Stored data entries:
----

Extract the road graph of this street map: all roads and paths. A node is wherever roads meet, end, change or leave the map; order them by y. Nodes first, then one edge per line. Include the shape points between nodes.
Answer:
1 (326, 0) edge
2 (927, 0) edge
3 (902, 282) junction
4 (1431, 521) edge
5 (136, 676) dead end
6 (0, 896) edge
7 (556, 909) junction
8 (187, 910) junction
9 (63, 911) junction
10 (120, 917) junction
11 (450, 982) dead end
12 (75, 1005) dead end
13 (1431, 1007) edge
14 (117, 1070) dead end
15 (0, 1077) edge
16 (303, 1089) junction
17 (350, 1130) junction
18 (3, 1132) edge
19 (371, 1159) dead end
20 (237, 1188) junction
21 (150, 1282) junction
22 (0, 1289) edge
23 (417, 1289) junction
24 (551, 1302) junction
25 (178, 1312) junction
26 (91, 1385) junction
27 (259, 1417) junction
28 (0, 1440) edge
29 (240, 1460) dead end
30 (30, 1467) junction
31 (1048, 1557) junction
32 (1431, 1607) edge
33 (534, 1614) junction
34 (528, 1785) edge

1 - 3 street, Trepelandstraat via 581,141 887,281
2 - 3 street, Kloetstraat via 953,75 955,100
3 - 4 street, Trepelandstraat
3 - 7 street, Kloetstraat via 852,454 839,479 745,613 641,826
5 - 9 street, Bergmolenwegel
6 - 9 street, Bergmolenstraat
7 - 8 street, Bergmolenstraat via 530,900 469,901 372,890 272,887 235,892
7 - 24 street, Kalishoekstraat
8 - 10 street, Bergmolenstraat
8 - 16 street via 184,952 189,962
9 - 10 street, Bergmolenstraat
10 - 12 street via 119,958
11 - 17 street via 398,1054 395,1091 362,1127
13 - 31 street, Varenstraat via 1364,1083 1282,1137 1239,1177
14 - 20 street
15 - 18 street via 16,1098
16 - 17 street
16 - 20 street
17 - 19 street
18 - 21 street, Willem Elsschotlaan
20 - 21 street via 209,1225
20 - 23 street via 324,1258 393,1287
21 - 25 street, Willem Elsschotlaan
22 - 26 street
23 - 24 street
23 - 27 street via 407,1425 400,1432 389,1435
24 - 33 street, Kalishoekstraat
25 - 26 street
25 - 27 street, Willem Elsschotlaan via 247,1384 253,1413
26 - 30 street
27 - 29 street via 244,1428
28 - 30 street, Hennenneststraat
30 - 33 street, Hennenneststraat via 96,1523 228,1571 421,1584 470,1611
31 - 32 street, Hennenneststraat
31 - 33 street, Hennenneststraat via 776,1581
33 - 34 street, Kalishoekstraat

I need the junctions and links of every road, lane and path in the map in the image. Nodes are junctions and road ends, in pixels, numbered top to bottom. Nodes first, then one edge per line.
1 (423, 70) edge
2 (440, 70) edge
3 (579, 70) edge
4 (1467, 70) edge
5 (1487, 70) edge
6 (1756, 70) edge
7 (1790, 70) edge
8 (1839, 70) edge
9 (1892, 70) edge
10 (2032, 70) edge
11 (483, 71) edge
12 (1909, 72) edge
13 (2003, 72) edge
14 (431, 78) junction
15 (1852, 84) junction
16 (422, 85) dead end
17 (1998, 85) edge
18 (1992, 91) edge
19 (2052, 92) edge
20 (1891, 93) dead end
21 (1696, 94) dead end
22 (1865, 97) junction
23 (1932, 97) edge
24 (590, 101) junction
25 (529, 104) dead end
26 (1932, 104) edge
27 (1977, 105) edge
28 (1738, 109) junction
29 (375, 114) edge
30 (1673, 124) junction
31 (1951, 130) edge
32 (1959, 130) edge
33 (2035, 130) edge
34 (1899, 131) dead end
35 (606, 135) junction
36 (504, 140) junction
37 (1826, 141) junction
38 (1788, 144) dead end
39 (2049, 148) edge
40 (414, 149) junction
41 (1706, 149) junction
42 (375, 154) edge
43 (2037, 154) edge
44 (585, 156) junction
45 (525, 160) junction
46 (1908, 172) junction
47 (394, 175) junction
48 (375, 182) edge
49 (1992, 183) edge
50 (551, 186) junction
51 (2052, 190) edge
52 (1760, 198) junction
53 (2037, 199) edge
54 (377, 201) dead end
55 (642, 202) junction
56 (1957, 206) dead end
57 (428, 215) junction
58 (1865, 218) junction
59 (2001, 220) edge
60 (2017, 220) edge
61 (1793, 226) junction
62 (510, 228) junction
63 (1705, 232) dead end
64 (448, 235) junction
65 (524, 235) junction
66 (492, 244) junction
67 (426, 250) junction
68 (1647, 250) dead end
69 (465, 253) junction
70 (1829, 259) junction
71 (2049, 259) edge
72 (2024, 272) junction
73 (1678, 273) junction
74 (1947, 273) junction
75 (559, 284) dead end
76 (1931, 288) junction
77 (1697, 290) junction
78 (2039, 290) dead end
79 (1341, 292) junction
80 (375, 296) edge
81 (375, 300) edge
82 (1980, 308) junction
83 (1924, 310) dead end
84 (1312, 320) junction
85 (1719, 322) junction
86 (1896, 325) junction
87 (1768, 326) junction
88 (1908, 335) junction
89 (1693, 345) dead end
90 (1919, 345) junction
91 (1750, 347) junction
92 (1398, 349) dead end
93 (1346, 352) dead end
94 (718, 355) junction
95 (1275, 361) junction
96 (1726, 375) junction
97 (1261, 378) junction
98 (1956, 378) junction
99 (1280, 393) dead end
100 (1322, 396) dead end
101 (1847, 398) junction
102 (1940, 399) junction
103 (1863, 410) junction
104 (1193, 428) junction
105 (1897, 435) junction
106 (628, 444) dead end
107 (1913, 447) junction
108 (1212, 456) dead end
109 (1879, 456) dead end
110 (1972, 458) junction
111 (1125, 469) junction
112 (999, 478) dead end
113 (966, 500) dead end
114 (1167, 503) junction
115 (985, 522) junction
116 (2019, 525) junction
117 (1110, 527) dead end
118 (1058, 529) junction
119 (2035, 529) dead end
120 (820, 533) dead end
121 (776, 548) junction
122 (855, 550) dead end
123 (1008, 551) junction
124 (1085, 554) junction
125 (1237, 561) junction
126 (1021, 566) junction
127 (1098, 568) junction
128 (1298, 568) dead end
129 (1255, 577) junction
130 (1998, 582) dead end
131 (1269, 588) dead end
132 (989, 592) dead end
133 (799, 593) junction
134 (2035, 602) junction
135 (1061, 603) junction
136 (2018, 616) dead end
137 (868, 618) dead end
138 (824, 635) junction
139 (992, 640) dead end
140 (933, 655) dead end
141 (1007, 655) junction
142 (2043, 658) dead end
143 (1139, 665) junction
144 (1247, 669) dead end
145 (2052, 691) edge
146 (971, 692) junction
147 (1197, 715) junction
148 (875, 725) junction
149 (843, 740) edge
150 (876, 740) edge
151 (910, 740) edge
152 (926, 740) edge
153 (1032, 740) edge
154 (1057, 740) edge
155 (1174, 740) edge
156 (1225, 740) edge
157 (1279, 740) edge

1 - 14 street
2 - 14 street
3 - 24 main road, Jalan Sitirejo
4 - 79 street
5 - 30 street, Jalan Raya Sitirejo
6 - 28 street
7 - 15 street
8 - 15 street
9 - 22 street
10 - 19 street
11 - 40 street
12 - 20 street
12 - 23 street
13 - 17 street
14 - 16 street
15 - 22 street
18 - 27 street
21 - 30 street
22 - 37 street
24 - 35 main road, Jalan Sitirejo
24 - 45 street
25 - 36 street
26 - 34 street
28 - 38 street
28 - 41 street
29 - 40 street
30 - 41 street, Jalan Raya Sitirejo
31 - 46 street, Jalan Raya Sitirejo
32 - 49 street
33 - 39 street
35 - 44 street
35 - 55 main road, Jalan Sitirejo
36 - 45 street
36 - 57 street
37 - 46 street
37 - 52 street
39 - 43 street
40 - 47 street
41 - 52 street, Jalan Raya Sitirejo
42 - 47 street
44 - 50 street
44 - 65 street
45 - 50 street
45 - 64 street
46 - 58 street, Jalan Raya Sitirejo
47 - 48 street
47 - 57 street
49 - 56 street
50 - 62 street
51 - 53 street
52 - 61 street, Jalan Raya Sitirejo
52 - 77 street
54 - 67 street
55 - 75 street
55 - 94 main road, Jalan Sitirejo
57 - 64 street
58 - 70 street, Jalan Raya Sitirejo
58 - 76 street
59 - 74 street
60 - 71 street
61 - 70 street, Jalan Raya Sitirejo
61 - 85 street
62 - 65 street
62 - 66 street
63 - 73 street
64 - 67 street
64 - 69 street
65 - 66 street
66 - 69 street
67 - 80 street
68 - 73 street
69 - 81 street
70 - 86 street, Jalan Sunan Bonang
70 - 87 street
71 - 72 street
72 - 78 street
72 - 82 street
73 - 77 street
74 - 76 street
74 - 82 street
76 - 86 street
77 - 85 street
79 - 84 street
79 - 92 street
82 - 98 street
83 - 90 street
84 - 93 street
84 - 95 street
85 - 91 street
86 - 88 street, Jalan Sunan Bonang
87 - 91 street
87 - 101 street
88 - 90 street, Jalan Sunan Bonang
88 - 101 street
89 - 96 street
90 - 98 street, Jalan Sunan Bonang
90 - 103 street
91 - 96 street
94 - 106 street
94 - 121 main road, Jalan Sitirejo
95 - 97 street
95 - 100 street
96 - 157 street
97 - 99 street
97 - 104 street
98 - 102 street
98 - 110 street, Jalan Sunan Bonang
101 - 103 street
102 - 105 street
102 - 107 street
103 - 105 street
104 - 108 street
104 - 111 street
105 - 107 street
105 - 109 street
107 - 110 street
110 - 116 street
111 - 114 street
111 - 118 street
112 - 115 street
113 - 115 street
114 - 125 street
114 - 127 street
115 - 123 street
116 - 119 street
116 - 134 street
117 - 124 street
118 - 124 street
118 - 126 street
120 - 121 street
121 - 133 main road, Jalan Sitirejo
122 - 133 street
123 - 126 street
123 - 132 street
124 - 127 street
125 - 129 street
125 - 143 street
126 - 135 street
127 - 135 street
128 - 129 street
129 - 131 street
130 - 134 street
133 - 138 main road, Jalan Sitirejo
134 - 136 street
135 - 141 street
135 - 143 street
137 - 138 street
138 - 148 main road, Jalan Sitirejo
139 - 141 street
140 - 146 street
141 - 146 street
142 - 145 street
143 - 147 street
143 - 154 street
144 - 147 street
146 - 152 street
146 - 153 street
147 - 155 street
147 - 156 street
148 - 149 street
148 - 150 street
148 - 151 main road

----

**Problem details**
Among the entries above, which lines include "Raya"? List them all.

**Exercise answer**
5 - 30 street, Jalan Raya Sitirejo
30 - 41 street, Jalan Raya Sitirejo
31 - 46 street, Jalan Raya Sitirejo
41 - 52 street, Jalan Raya Sitirejo
46 - 58 street, Jalan Raya Sitirejo
52 - 61 street, Jalan Raya Sitirejo
58 - 70 street, Jalan Raya Sitirejo
61 - 70 street, Jalan Raya Sitirejo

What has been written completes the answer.